Unfortunately, the resolution included losing the data stored on the five placement groups. The data loss materialized as lost sectors to virtual machines, which meant running fsck/chkdsk on hundreds of virtual machines. The other fall out is that the Exchange databases needed a lot of repair.
How we’re changing
Try as they may to be redundant, OpenStack and Ceph architecturally force non-obvious single points of failure. Ceph is a nice transition away from traditional storage, but at the end of the day it is just a different implementation of the same thing. SAN and Software Defined Storage are all single points of failure when used for virtual machine storage. OpenStack enabled us to scale massively with commodity hardware, but proved unsustainable operationally speaking.
Starting with our emergency cloud deployment, we’ve moved away from OpenStack and centralized storage. Instead, we’ve gone with Joyent’s SmartDataCenter 7. SmartDataCenter 7 has made some key architectural decisions that better fit with our infrastructure philosophies. Simply put, each physical host in SmartDataCenter 7 is capable of surviving on its own as long as power and network are available.
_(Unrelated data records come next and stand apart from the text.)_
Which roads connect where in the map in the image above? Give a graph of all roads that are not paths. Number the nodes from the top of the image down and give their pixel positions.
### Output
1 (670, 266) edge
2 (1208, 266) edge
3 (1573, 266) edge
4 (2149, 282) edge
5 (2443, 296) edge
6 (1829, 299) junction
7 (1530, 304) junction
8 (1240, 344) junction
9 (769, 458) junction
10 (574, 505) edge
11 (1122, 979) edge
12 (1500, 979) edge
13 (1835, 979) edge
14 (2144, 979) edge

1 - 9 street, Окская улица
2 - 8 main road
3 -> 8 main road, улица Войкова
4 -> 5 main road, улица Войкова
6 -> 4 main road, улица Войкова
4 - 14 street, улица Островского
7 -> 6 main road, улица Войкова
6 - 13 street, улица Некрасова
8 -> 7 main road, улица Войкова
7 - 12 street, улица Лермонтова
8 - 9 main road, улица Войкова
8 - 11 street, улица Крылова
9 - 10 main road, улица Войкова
Even great products like SmartDataCenter 7 can’t run if our data center suffers a power, cooling, or connectivity failure, which is why we’ve been working hard the last few months to get our brand new Seattle-area data center online. Not only will we have redundant hardware in different geographic locations, we’ll also have far more Internet connectivity in Seattle. This will result in reduced latency for our customers and the ability to withstand routing failures at the Internet Service Provider level.
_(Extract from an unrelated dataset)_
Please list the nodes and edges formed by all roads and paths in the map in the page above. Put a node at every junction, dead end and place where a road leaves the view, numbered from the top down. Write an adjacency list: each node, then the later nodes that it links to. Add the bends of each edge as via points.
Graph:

Over the last year, the Development and Operations departments at Faithlife have had a large cultural shift which includes increased collaboration, shared responsibility, the removal of artificial boundaries that create “not my problem” scenarios, and making tooling, automation and alerting first class products. Still, we have a lot of room for cultural growth. Admittedly, we knew our storage was running at or above its capability before disaster struck. However, because of a cultural tension between old and new, there was a real fear that changing anything at this critical time was more risky than just leaving things alone. This is a fallacy and Baron Schwartz points this out better than I can in his blog post Why Deployment Freezes Don’t Prevent Outages.
Our Operations team went through a full year of being stretched mentally and physically. Not only is that not healthy for Faithlife’s employees, it reduces our quality of work and decision making. So we’re adding more people to the teams that support Faithlife’s infrastructure and making a proper work / life balance one of the most important goals for 2015.
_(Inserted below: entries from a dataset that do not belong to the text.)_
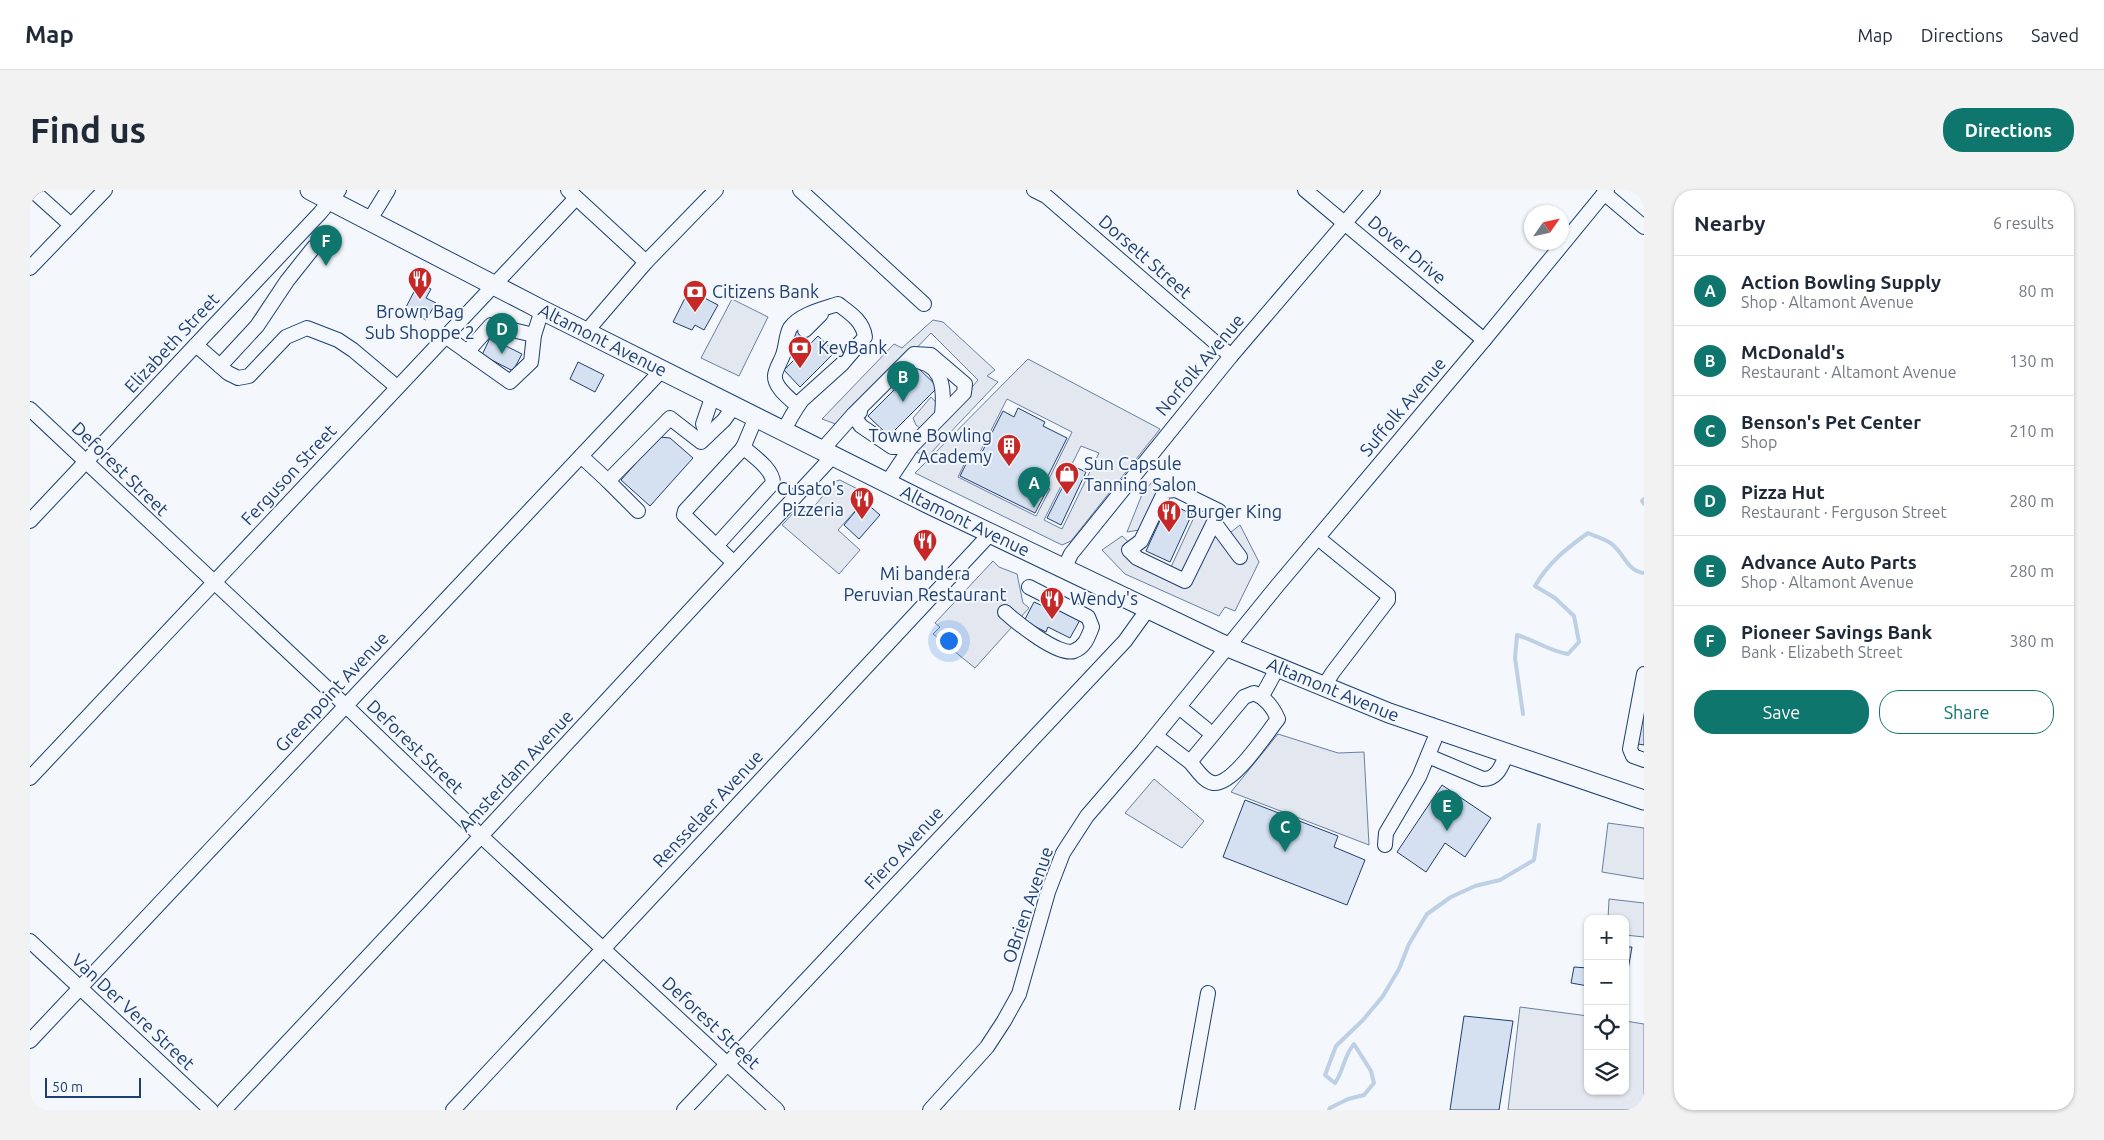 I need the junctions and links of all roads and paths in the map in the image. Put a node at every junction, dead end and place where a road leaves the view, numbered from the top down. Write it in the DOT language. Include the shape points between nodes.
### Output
graph roads {
  1 [pos="32,190"];
  2 [pos="105,190"];
  3 [pos="310,190"];
  4 [pos="388,190"];
  5 [pos="716,190"];
  6 [pos="800,190"];
  7 [pos="1034,190"];
  8 [pos="1305,190"];
  9 [pos="1373,190"];
  10 [pos="1605,192"];
  11 [pos="572,194"];
  12 [pos="335,195"];
  13 [pos="369,220"];
  14 [pos="1346,222"];
  15 [pos="71,225"];
  16 [pos="1644,227"];
  17 [pos="314,247"];
  18 [pos="646,262"];
  19 [pos="269,267"];
  20 [pos="30,268"];
  21 [pos="287,282"];
  22 [pos="494,284"];
  23 [pos="924,304"];
  24 [pos="832,306"];
  25 [pos="542,310"];
  26 [pos="586,332"];
  27 [pos="534,335"];
  28 [pos="445,336"];
  29 [pos="1484,340"];
  30 [pos="196,345"];
  31 [pos="467,352"];
  32 [pos="783,356"];
  33 [pos="1231,356"];
  34 [pos="224,370"];
  35 [pos="662,370"];
  36 [pos="397,388"];
  37 [pos="713,395"];
  38 [pos="734,406"];
  39 [pos="798,406"];
  40 [pos="30,409"];
  41 [pos="853,415"];
  42 [pos="942,415"];
  43 [pos="756,416"];
  44 [pos="784,431"];
  45 [pos="707,436"];
  46 [pos="744,447"];
  47 [pos="911,447"];
  48 [pos="828,453"];
  49 [pos="581,456"];
  50 [pos="85,462"];
  51 [pos="608,482"];
  52 [pos="888,483"];
  53 [pos="638,511"];
  54 [pos="30,522"];
  55 [pos="1214,522"];
  56 [pos="991,534"];
  57 [pos="1318,538"];
  58 [pos="716,546"];
  59 [pos="1240,557"];
  60 [pos="734,563"];
  61 [pos="1064,569"];
  62 [pos="214,584"];
  63 [pos="1029,587"];
  64 [pos="1148,609"];
  65 [pos="1005,612"];
  66 [pos="1228,647"];
  67 [pos="1278,666"];
  68 [pos="1644,674"];
  69 [pos="1324,686"];
  70 [pos="1262,696"];
  71 [pos="345,705"];
  72 [pos="1179,707"];
  73 [pos="1206,729"];
  74 [pos="1438,731"];
  75 [pos="1156,736"];
  76 [pos="1507,754"];
  77 [pos="1428,756"];
  78 [pos="1644,760"];
  79 [pos="1190,762"];
  80 [pos="30,778"];
  81 [pos="1644,800"];
  82 [pos="481,836"];
  83 [pos="1385,845"];
  84 [pos="30,940"];
  85 [pos="604,949"];
  86 [pos="80,987"];
  87 [pos="1208,993"];
  88 [pos="30,1040"];
  89 [pos="727,1064"];
  90 [pos="211,1110"];
  91 [pos="224,1110"];
  92 [pos="453,1110"];
  93 [pos="684,1110"];
  94 [pos="777,1110"];
  95 [pos="930,1110"];
  96 [pos="1186,1110"];
  1 -- 15 [label="street"];
  2 -- 15 [label="street"];
  3 -- 12 [label="main road, Altamont Avenue"];
  4 -- 13 [label="street"];
  5 -- 18 [label="street"];
  6 -- 23 [label="street"];
  7 -- 33 [label="street, Dorsett Street" via="1046,196"];
  8 -- 14 [label="street, Dover Drive"];
  9 -- 14 [label="street, Norfolk Avenue"];
  10 -- 16 [label="street"];
  10 -- 29 [label="street, Suffolk Avenue"];
  11 -- 18 [label="street"];
  11 -- 22 [label="street, Ferguson Street"];
  12 -- 13 [label="main road, Altamont Avenue"];
  12 -- 19 [label="street, Elizabeth Street"];
  13 -- 22 [label="main road, Altamont Avenue"];
  14 -- 29 [label="street, Dover Drive"];
  14 -- 33 [label="street, Norfolk Avenue"];
  15 -- 20 [label="street"];
  17 -- 21 [label="street"];
  18 -- 26 [label="street"];
  19 -- 21 [label="street"];
  19 -- 30 [label="street, Elizabeth Street"];
  21 -- 34 [label="street"];
  22 -- 25 [label="main road, Altamont Avenue"];
  22 -- 28 [label="street, Ferguson Street"];
  24 -- 32 [label="street" via="801,334"];
  24 -- 32 [label="street" via="799,320 790,329"];
  24 -- 39 [label="street" via="856,318 864,328 864,336 842,364"];
  25 -- 26 [label="main road, Altamont Avenue"];
  25 -- 27 [label="street"];
  26 -- 35 [label="main road, Altamont Avenue"];
  27 -- 31 [label="street" via="490,324"];
  27 -- 31 [label="street" via="531,362 510,382"];
  28 -- 31 [label="street"];
  28 -- 36 [label="street, Ferguson Street"];
  29 -- 57 [label="street, Suffolk Avenue"];
  30 -- 34 [label="street"];
  30 -- 50 [label="street, Elizabeth Street"];
  32 -- 39 [label="street" via="774,374 776,381"];
  33 -- 61 [label="street, Norfolk Avenue" via="1071,554"];
  34 -- 36 [label="street" via="238,378 249,376 286,337 307,328 338,340"];
  35 -- 37 [label="main road, Altamont Avenue"];
  35 -- 49 [label="street, Greenpoint Avenue"];
  36 -- 62 [label="street, Ferguson Street"];
  37 -- 38 [label="main road, Altamont Avenue"];
  37 -- 45 [label="street" via="703,424"];
  38 -- 43 [label="main road, Altamont Avenue"];
  38 -- 45 [label="street"];
  39 -- 44 [label="street"];
  40 -- 50 [label="street, Deforest Street"];
  41 -- 42 [label="street" via="911,363 922,362 941,378 944,394"];
  41 -- 42 [label="street" via="914,354 931,356 965,384 964,393"];
  41 -- 47 [label="street" via="861,426 892,447"];
  41 -- 48 [label="street, Amsterdam Avenue"];
  42 -- 47 [label="street"];
  43 -- 44 [label="main road, Altamont Avenue"];
  43 -- 46 [label="street"];
  44 -- 48 [label="main road, Altamont Avenue"];
  45 -- 51 [label="street" via="702,442 670,418"];
  46 -- 58 [label="street" via="767,469 773,483"];
  46 -- 58 [label="street" via="685,511 688,520"];
  47 -- 52 [label="street"];
  48 -- 52 [label="main road, Altamont Avenue"];
  48 -- 60 [label="street, Amsterdam Avenue"];
  49 -- 51 [label="street"];
  49 -- 71 [label="street, Greenpoint Avenue"];
  50 -- 54 [label="street, Elizabeth Street"];
  50 -- 62 [label="street, Deforest Street"];
  51 -- 53 [label="street"];
  52 -- 56 [label="main road, Altamont Avenue"];
  55 -- 55 [label="street" via="1219,511 1176,490 1164,491 1141,540 1128,550 1185,581"];
  55 -- 59 [label="street"];
  56 -- 61 [label="main road, Altamont Avenue"];
  56 -- 85 [label="street, Rensselaer Avenue"];
  57 -- 66 [label="street, Suffolk Avenue"];
  57 -- 69 [label="street" via="1388,595 1388,600"];
  58 -- 60 [label="street"];
  60 -- 82 [label="street, Amsterdam Avenue"];
  61 -- 64 [label="main road, Altamont Avenue"];
  62 -- 71 [label="street, Deforest Street"];
  62 -- 80 [label="street, Ferguson Street"];
  63 -- 65 [label="street" via="1088,617 1092,627 1081,647 1067,652 1032,635"];
  64 -- 66 [label="main road, Altamont Avenue"];
  64 -- 89 [label="street, Fiero Avenue" via="1125,641"];
  66 -- 67 [label="main road, Altamont Avenue"];
  66 -- 72 [label="street, OBrien Avenue"];
  67 -- 69 [label="main road, Altamont Avenue"];
  67 -- 70 [label="street"];
  68 -- 78 [label="street" via="1630,749 1633,756"];
  69 -- 74 [label="main road, Altamont Avenue"];
  70 -- 79 [label="street" via="1254,693 1244,697"];
  70 -- 79 [label="street" via="1278,719 1239,769 1223,782 1214,783 1207,781"];
  71 -- 82 [label="street, Deforest Street"];
  71 -- 86 [label="street, Greenpoint Avenue"];
  72 -- 73 [label="street"];
  72 -- 75 [label="street, OBrien Avenue"];
  74 -- 76 [label="main road, Altamont Avenue"];
  74 -- 77 [label="street"];
  75 -- 79 [label="street"];
  75 -- 95 [label="street, OBrien Avenue" via="1087,816 1063,853 1048,892 1019,994 987,1046"];
  76 -- 77 [label="street" via="1491,779 1483,779"];
  76 -- 81 [label="main road, Altamont Avenue"];
  77 -- 83 [label="street" via="1386,833"];
  82 -- 85 [label="street, Deforest Street"];
  82 -- 91 [label="street, Amsterdam Avenue"];
  84 -- 86 [label="street, Van Der Vere Street"];
  85 -- 89 [label="street, Deforest Street"];
  85 -- 92 [label="street, Rensselaer Avenue"];
  86 -- 88 [label="street, Greenpoint Avenue"];
  86 -- 90 [label="street, Van Der Vere Street"];
  87 -- 96 [label="street"];
  89 -- 93 [label="street, Fiero Avenue"];
  89 -- 94 [label="street, Deforest Street"];
}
I can’t say enough about the amazing team we have here at Faithlife. Operations and Development came together and worked an insane amount of hours to mitigate and solve this massive problem in a very short amount of time.
Many of our customers left encouraging feedback in our forums during this outage, and I want to thank you all for that. The encouraging feedback was an uplift during a very trying time. Furthermore, thank you all for your business and understanding.